Produced in a facility that processes milk, sesame, eggs, fish, shellfish, crustaceans, mustard, tree nuts, peanuts, wheat, soybean and sulphites.
Parmesan Cheese, shredded(ContainsMilk)
Ciabatta Roll(ContainsBarley, Gluten)
Before starting, wash and dry all produce. Halve cucumber lengthwise, then cut into 1/4-inch half-moons. Cut tomatoes into 1/4-inch pieces. Thinly slice basil. Cut ciabatta into 1-inch pieces.
Pat chicken dry with paper towels, then cut into 1-inch pieces. Add chicken, half the Italian Seasoning and 1 tbsp oil (dbl for 4 ppl) to a medium bowl. Season with salt and pepper, then toss to coat. Set aside.

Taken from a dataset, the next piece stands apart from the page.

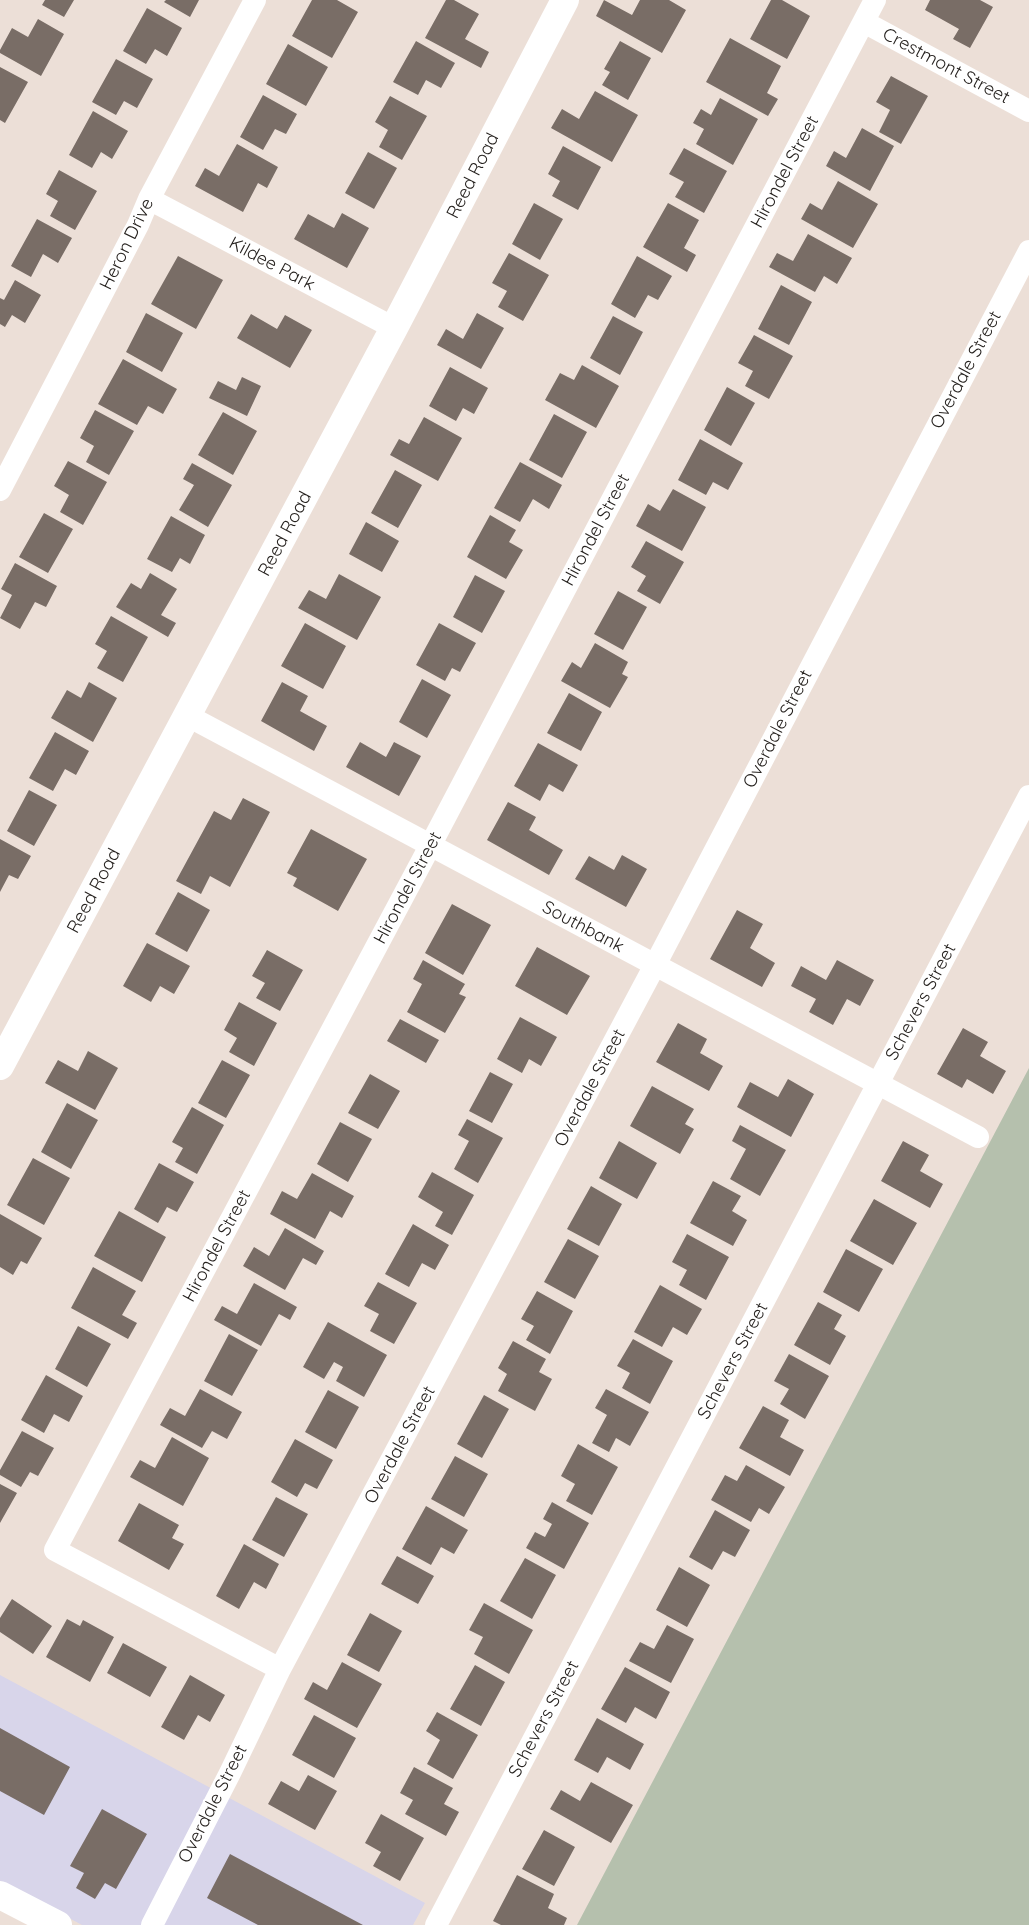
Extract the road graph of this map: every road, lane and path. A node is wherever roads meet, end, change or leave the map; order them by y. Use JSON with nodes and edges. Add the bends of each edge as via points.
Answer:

Add ciabatta, half the garlic puree, remaining Italian Seasoning and 1 tbsp oil (dbl for 4 ppl) to another medium bowl. Season with salt and pepper, then toss to coat. Heat a large non-stick pan over medium-high heat. When hot, add 1/2 tbsp oil then ciabatta. Cook, stirring occasionally, until golden-brown on all sides, 3-4 min. (NOTE: Don't overcrowd the pan; cook in 2 batches for 4 ppl, using 1/2 tbsp oil per batch.) Transfer croutons to a plate. Set aside.
Heat the same pan over medium-high. When hot, add 1/2 tbsp oil (dbl for 4 ppl), then chicken. Sear until chicken is golden-brown and cooked through, 3-4 min per side.**
Meanwhile, whisk together balsamic glaze, remaining garlic puree, 1 tbsp oil and 1/2 tsp sugar (dbl both for 4 ppl) in a large bowl. Add tomatoes, cucumber, croutons, spring mix, basil and half the Parmesan. Season with salt and pepper, then toss to combine.
Divide bruschetta salad between plates, then top with chicken. Sprinkle remaining Parmesan over top.